» **INPUT MATERIAL**
■ ■ ■ ■

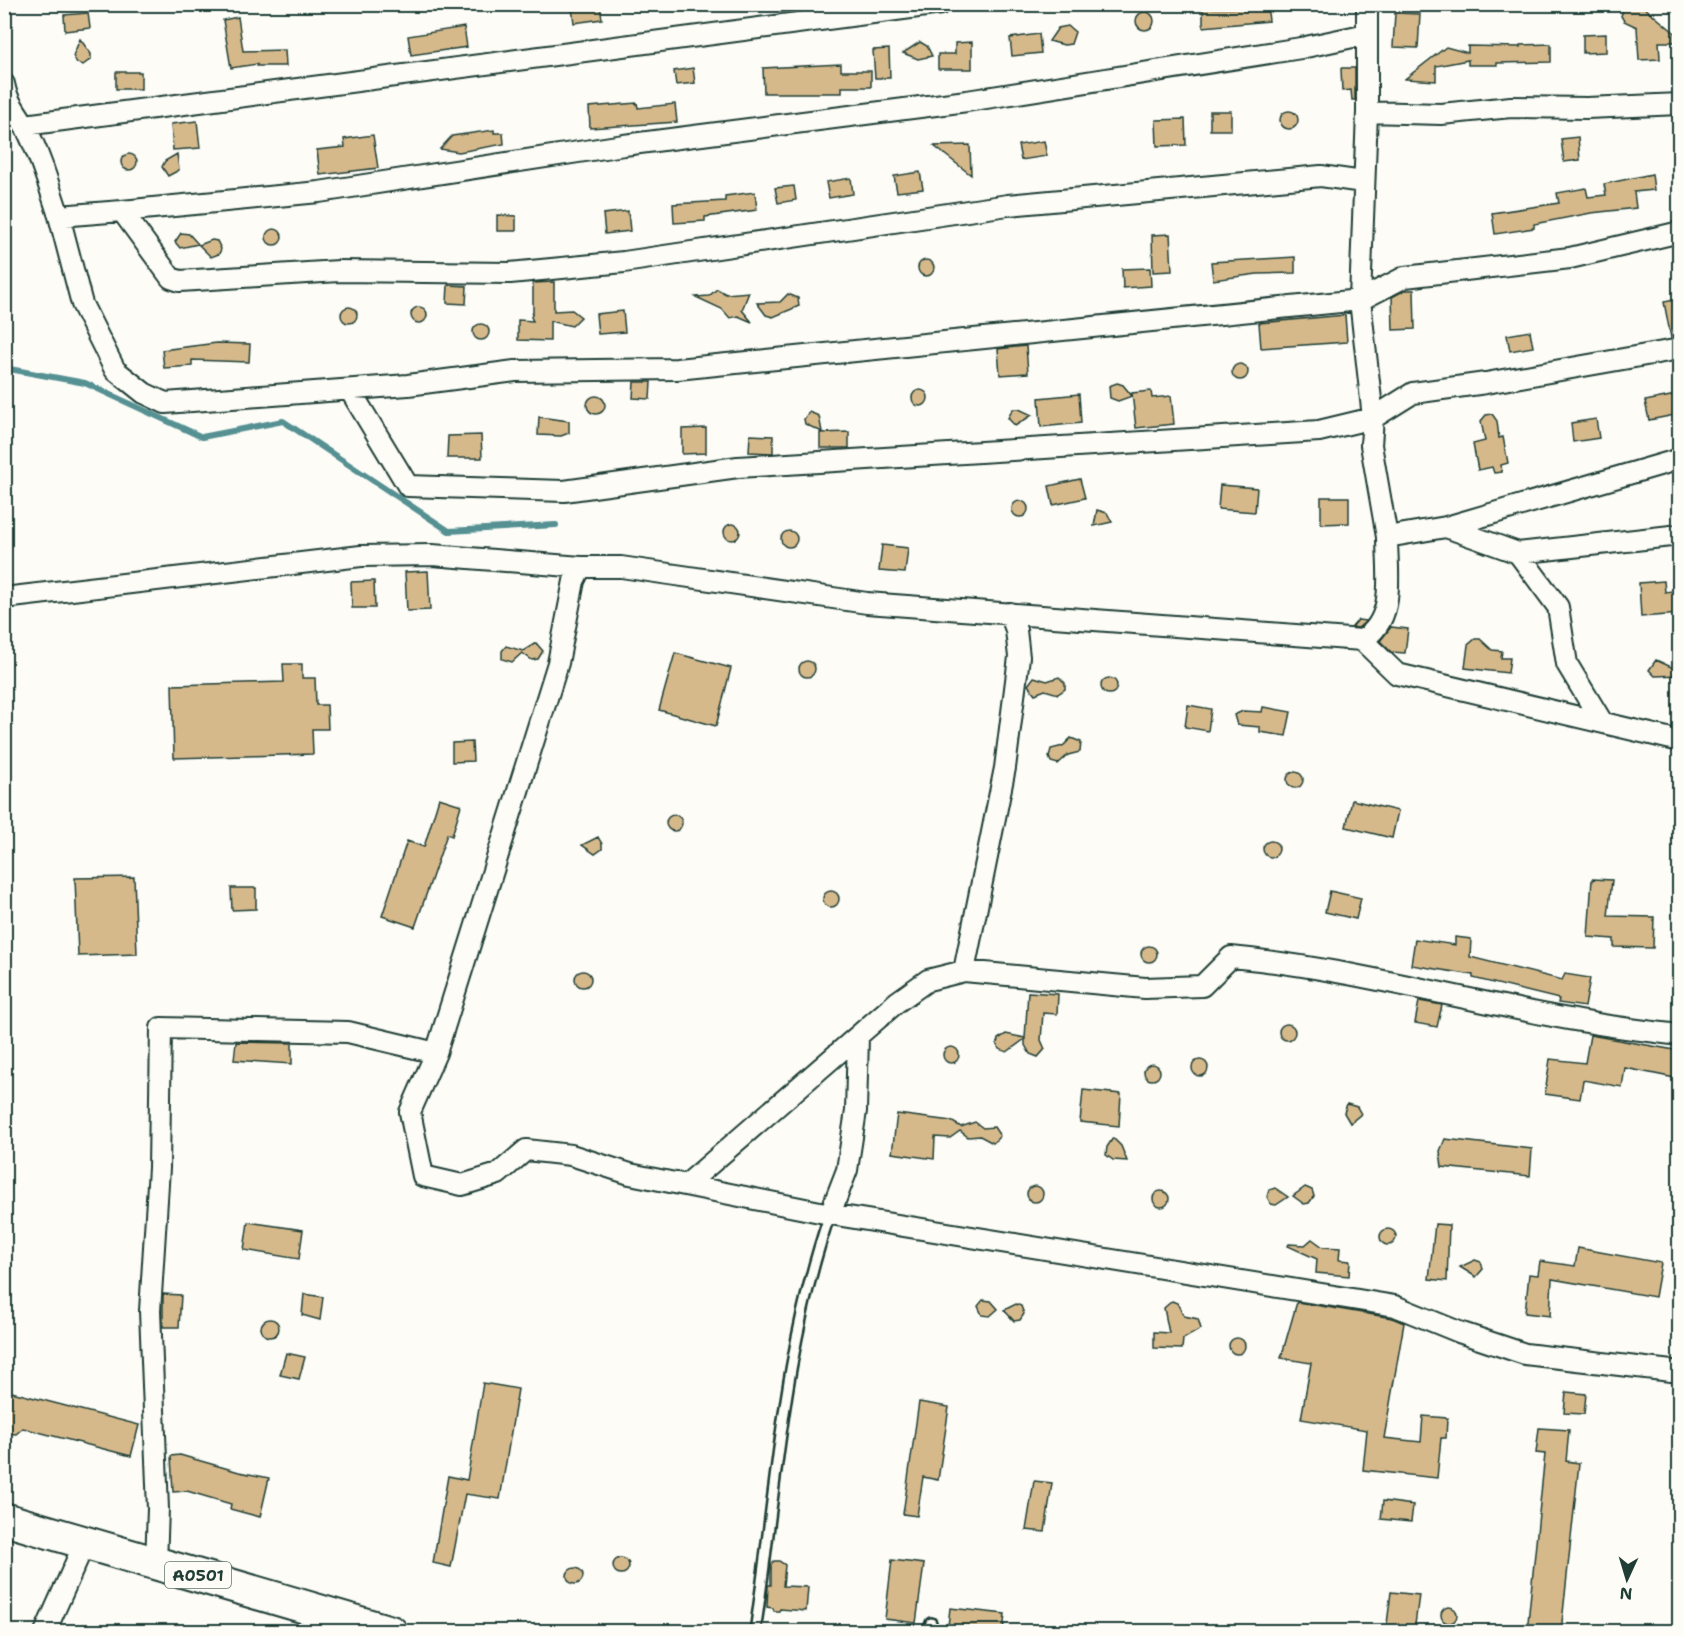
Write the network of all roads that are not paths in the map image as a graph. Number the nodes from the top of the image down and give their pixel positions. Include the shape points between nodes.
1 (941, 4) edge
2 (1367, 4) edge
3 (1367, 34) junction
4 (4, 84) edge
5 (1680, 104) edge
6 (1367, 112) junction
7 (25, 125) junction
8 (1363, 182) junction
9 (122, 211) junction
10 (59, 216) junction
11 (1680, 232) edge
12 (1360, 300) junction
13 (1680, 349) edge
14 (350, 390) junction
15 (1373, 418) junction
16 (1680, 459) edge
17 (1446, 527) junction
18 (1680, 535) edge
19 (1387, 537) junction
20 (1518, 553) junction
21 (581, 567) junction
22 (4, 598) edge
23 (1010, 613) junction
24 (1362, 640) junction
25 (1602, 722) junction
26 (1680, 741) edge
27 (964, 971) junction
28 (1680, 1035) edge
29 (858, 1037) junction
30 (436, 1053) junction
31 (630, 1174) junction
32 (830, 1214) junction
33 (1680, 1372) edge
34 (4, 1519) edge
35 (85, 1542) junction
36 (156, 1563) junction
37 (45, 1632) edge
38 (391, 1632) edge
39 (755, 1632) edge

1 - 7 street
2 - 3 street
3 - 6 street
3 - 9 street via 967,101 624,145 319,192
4 - 7 street via 6,98
5 - 6 street via 1511,107 1442,114
6 - 8 street
7 - 10 street
8 - 9 street via 1320,176 1008,205 624,262 510,273 339,271 176,280
8 - 12 street
9 - 10 street
10 - 14 street via 82,304 115,370 144,393 165,403
11 - 12 street via 1569,258 1406,277
12 - 14 street via 677,369 515,371
12 - 15 street
13 - 15 street via 1413,393
14 - 15 street via 408,486 417,488 564,491 738,467 1319,432
15 - 19 street via 1371,445
16 - 17 street
17 - 19 street
17 - 20 street
18 - 20 street
19 - 24 street via 1387,609 1375,633
20 - 25 street via 1558,607 1568,664
21 - 22 street via 432,555 361,556
21 - 23 street via 621,567 867,603
21 - 30 street via 574,581 558,663
23 - 24 street
23 - 27 street via 1019,657 1006,757
24 - 25 street via 1397,674
25 - 26 street
27 - 28 street via 1145,988 1202,986 1231,957 1422,987 1580,1021
27 - 29 street via 928,980
29 - 31 street via 686,1185
29 - 32 street via 856,1111 847,1170
30 - 31 street via 410,1112 423,1176 462,1185 498,1174 526,1150 572,1155
30 - 36 street via 348,1032 161,1028 159,1168 150,1311 158,1509
31 - 32 street
32 - 33 street via 1395,1306 1525,1354
32 - 39 lane via 813,1262 792,1355
34 - 35 highway, A0501
35 - 36 highway, A0501
35 - 37 street
36 - 38 highway, A0501 via 327,1618

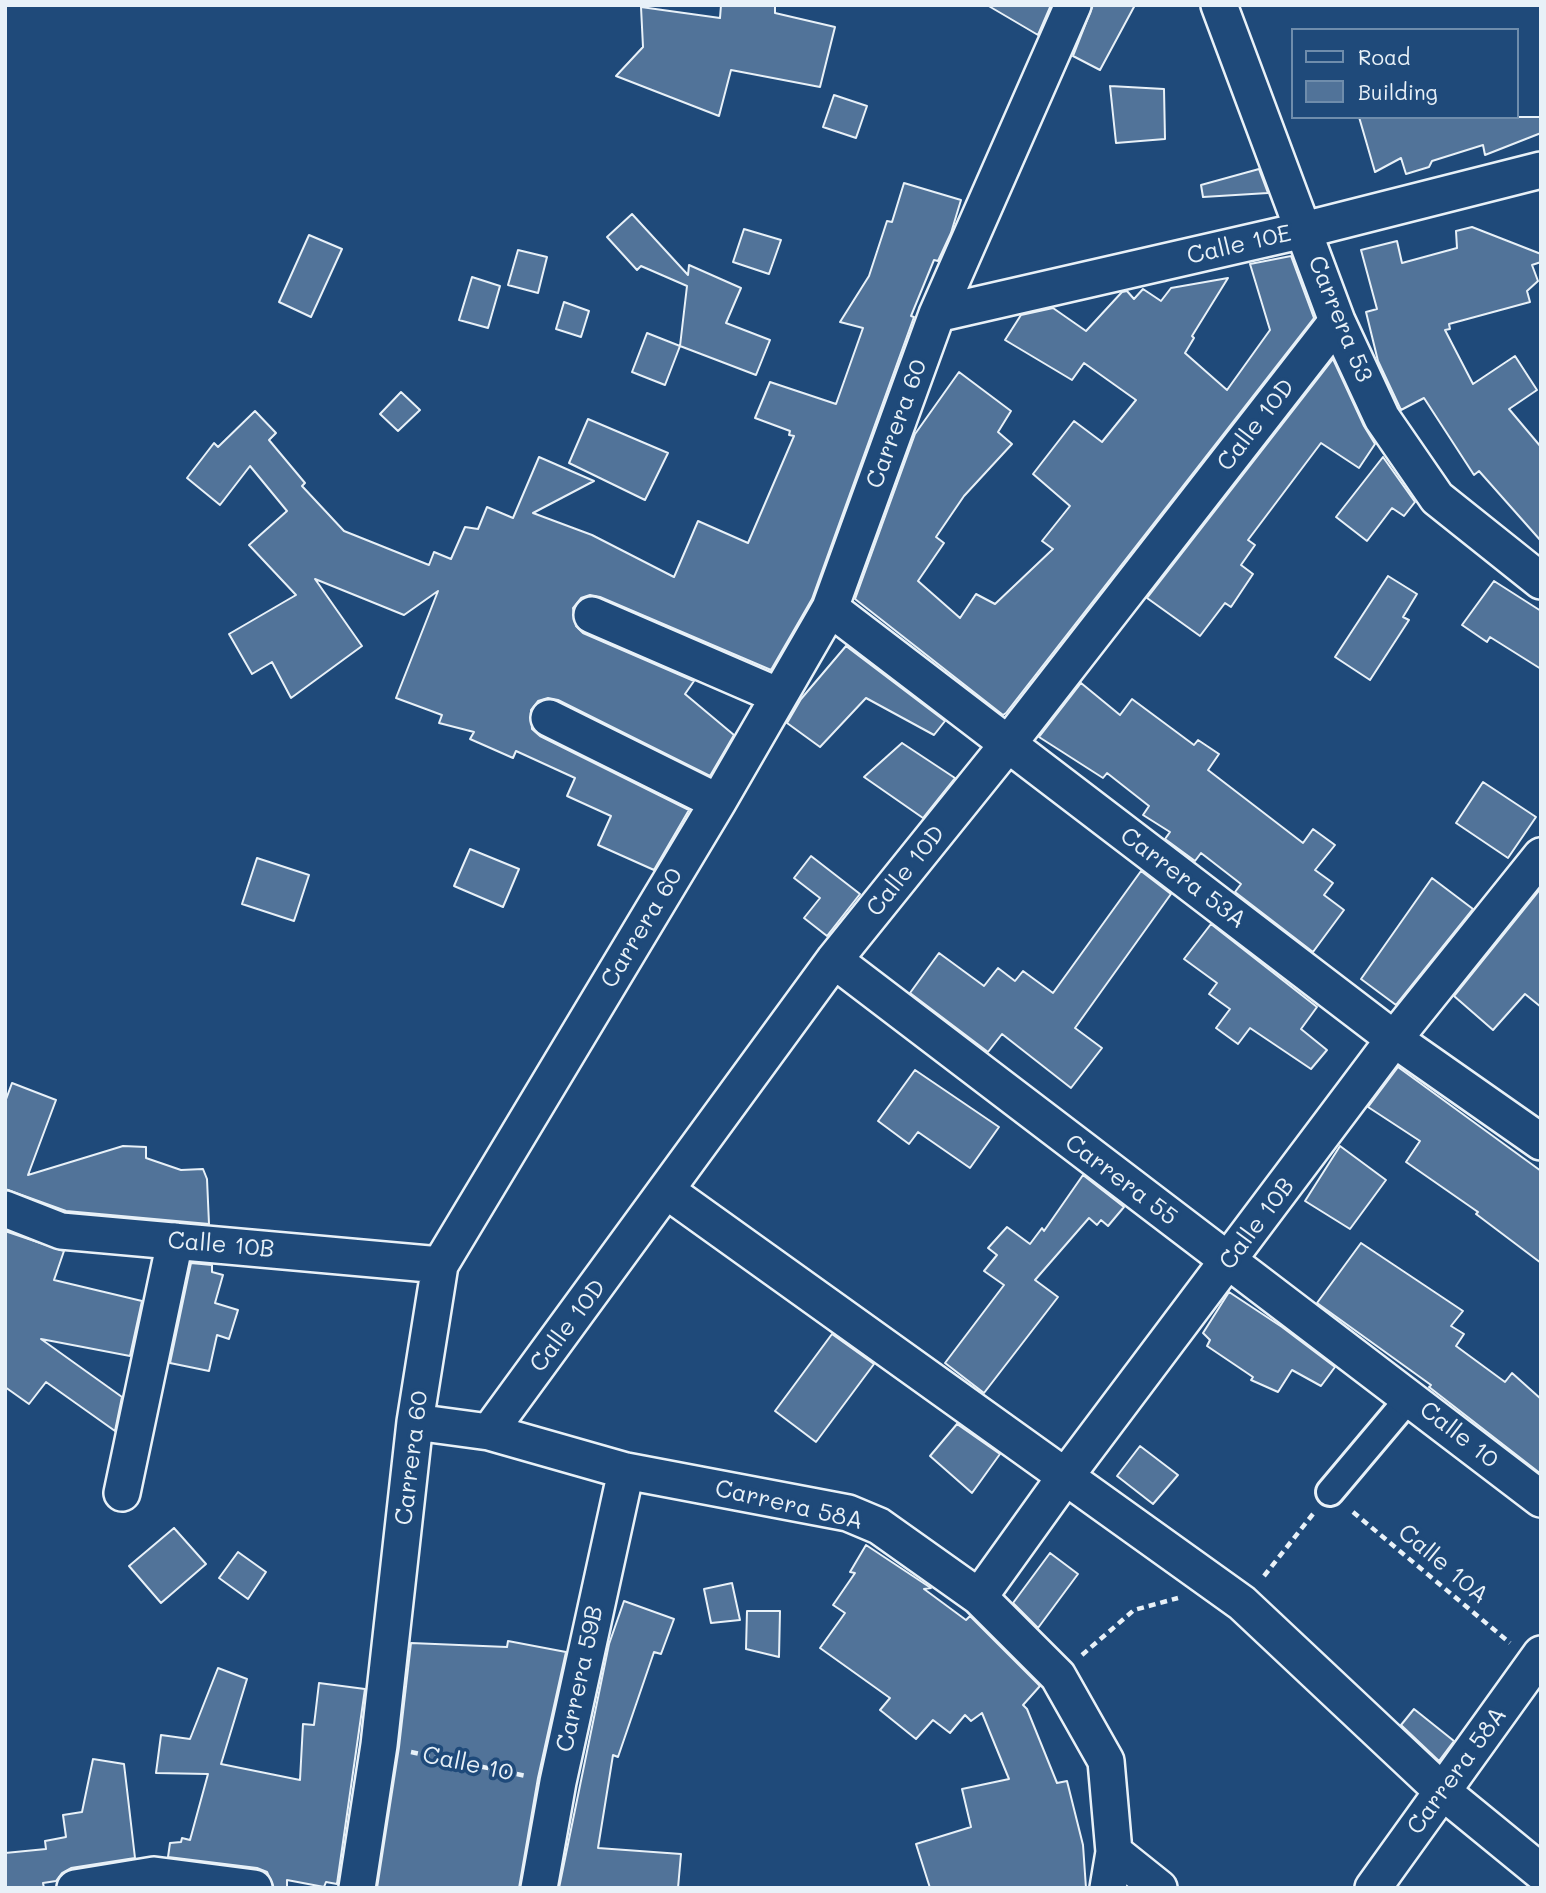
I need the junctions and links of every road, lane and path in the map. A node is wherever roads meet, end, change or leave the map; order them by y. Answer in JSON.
{"nodes":[{"id":1,"x":1073,"y":5,"type":"edge"},
{"id":2,"x":1219,"y":5,"type":"edge"},
{"id":3,"x":1541,"y":170,"type":"edge"},
{"id":4,"x":1304,"y":230,"type":"junction"},
{"id":5,"x":936,"y":314,"type":"junction"},
{"id":6,"x":1338,"y":321,"type":"junction"},
{"id":7,"x":1541,"y":581,"type":"edge"},
{"id":8,"x":830,"y":608,"type":"junction"},
{"id":9,"x":592,"y":615,"type":"dead end"},
{"id":10,"x":779,"y":696,"type":"junction"},
{"id":11,"x":549,"y":718,"type":"dead end"},
{"id":12,"x":1008,"y":744,"type":"junction"},
{"id":13,"x":718,"y":802,"type":"junction"},
{"id":14,"x":1541,"y":856,"type":"edge"},
{"id":15,"x":834,"y":960,"type":"junction"},
{"id":16,"x":1394,"y":1039,"type":"junction"},
{"id":17,"x":1541,"y":1142,"type":"edge"},
{"id":18,"x":667,"y":1191,"type":"junction"},
{"id":19,"x":5,"y":1209,"type":"edge"},
{"id":20,"x":175,"y":1241,"type":"junction"},
{"id":21,"x":1229,"y":1262,"type":"junction"},
{"id":22,"x":440,"y":1265,"type":"junction"},
{"id":23,"x":1410,"y":1397,"type":"junction"},
{"id":24,"x":415,"y":1422,"type":"junction"},
{"id":25,"x":489,"y":1432,"type":"junction"},
{"id":26,"x":626,"y":1471,"type":"junction"},
{"id":27,"x":1065,"y":1476,"type":"junction"},
{"id":28,"x":122,"y":1493,"type":"dead end"},
{"id":29,"x":1330,"y":1493,"type":"joint"},
{"id":30,"x":1541,"y":1499,"type":"edge"},
{"id":31,"x":979,"y":1597,"type":"junction"},
{"id":32,"x":1537,"y":1659,"type":"edge"},
{"id":33,"x":379,"y":1745,"type":"junction"},
{"id":34,"x":558,"y":1782,"type":"junction"},
{"id":35,"x":1442,"y":1791,"type":"junction"},
{"id":36,"x":1114,"y":1852,"type":"junction"},
{"id":37,"x":1541,"y":1872,"type":"edge"},
{"id":38,"x":75,"y":1888,"type":"edge"},
{"id":39,"x":254,"y":1888,"type":"edge"},
{"id":40,"x":357,"y":1888,"type":"edge"},
{"id":41,"x":539,"y":1888,"type":"edge"},
{"id":42,"x":1108,"y":1888,"type":"edge"},
{"id":43,"x":1159,"y":1888,"type":"edge"},
{"id":44,"x":1373,"y":1888,"type":"edge"},
{"id":45,"x":1530,"y":1888,"type":"edge"}],
"edges":[{"from":1,"to":5,"type":"street","name":"Carrera 60"},
{"from":2,"to":4,"type":"street","name":"Carrera 53"},
{"from":3,"to":4,"type":"street","name":"Calle 10E"},
{"from":4,"to":5,"type":"street","name":"Calle 10E"},
{"from":4,"to":6,"type":"street","name":"Carrera 53"},
{"from":5,"to":8,"type":"street","name":"Carrera 60"},
{"from":6,"to":7,"type":"street","name":"Carrera 53"},
{"from":6,"to":12,"type":"street","name":"Calle 10D"},
{"from":8,"to":10,"type":"street","name":"Carrera 60"},
{"from":8,"to":12,"type":"street","name":"Carrera 53A"},
{"from":9,"to":10,"type":"street"},
{"from":10,"to":13,"type":"street","name":"Carrera 60"},
{"from":11,"to":13,"type":"street"},
{"from":12,"to":15,"type":"street","name":"Calle 10D"},
{"from":12,"to":16,"type":"street","name":"Carrera 53A"},
{"from":13,"to":22,"type":"street","name":"Carrera 60"},
{"from":14,"to":16,"type":"street","name":"Calle 10B"},
{"from":15,"to":18,"type":"street","name":"Calle 10D"},
{"from":15,"to":21,"type":"street","name":"Carrera 55"},
{"from":16,"to":17,"type":"street","name":"Carrera 53A"},
{"from":16,"to":21,"type":"street","name":"Calle 10B"},
{"from":18,"to":25,"type":"street","name":"Calle 10D"},
{"from":18,"to":27,"type":"street"},
{"from":19,"to":20,"type":"street","name":"Calle 10B"},
{"from":20,"to":22,"type":"street","name":"Calle 10B"},
{"from":20,"to":28,"type":"street"},
{"from":21,"to":23,"type":"street","name":"Carrera 55"},
{"from":21,"to":27,"type":"street","name":"Calle 10B"},
{"from":22,"to":24,"type":"street","name":"Carrera 60"},
{"from":23,"to":29,"type":"street","name":"Calle 10"},
{"from":23,"to":30,"type":"street","name":"Calle 10"},
{"from":24,"to":25,"type":"street","name":"Carrera 58A"},
{"from":24,"to":33,"type":"street","name":"Carrera 60"},
{"from":25,"to":26,"type":"street","name":"Carrera 58A"},
{"from":26,"to":31,"type":"street","name":"Carrera 58A"},
{"from":26,"to":34,"type":"street","name":"Carrera 59B"},
{"from":27,"to":31,"type":"street","name":"Calle 10B"},
{"from":27,"to":35,"type":"street"},
{"from":29,"to":32,"type":"path","name":"Calle 10A"},
{"from":31,"to":36,"type":"street","name":"Carrera 58A"},
{"from":32,"to":35,"type":"street","name":"Carrera 58A"},
{"from":33,"to":34,"type":"path","name":"Calle 10"},
{"from":33,"to":40,"type":"street","name":"Carrera 60"},
{"from":34,"to":41,"type":"street","name":"Carrera 59B"},
{"from":35,"to":37,"type":"street"},
{"from":35,"to":44,"type":"street","name":"Carrera 58A"},
{"from":36,"to":42,"type":"street","name":"Carrera 58A"},
{"from":36,"to":43,"type":"street"},
{"from":37,"to":45,"type":"street"},
{"from":38,"to":39,"type":"street"}]}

■ ■ ■ ■

» **GOAL OF THE EXERCISE**
The lines to copy are those in the records above containing the word "dead".

» **RESPONSE TO THIS TASK**
{"id":9,"x":592,"y":615,"type":"dead end"},
{"id":11,"x":549,"y":718,"type":"dead end"},
{"id":28,"x":122,"y":1493,"type":"dead end"},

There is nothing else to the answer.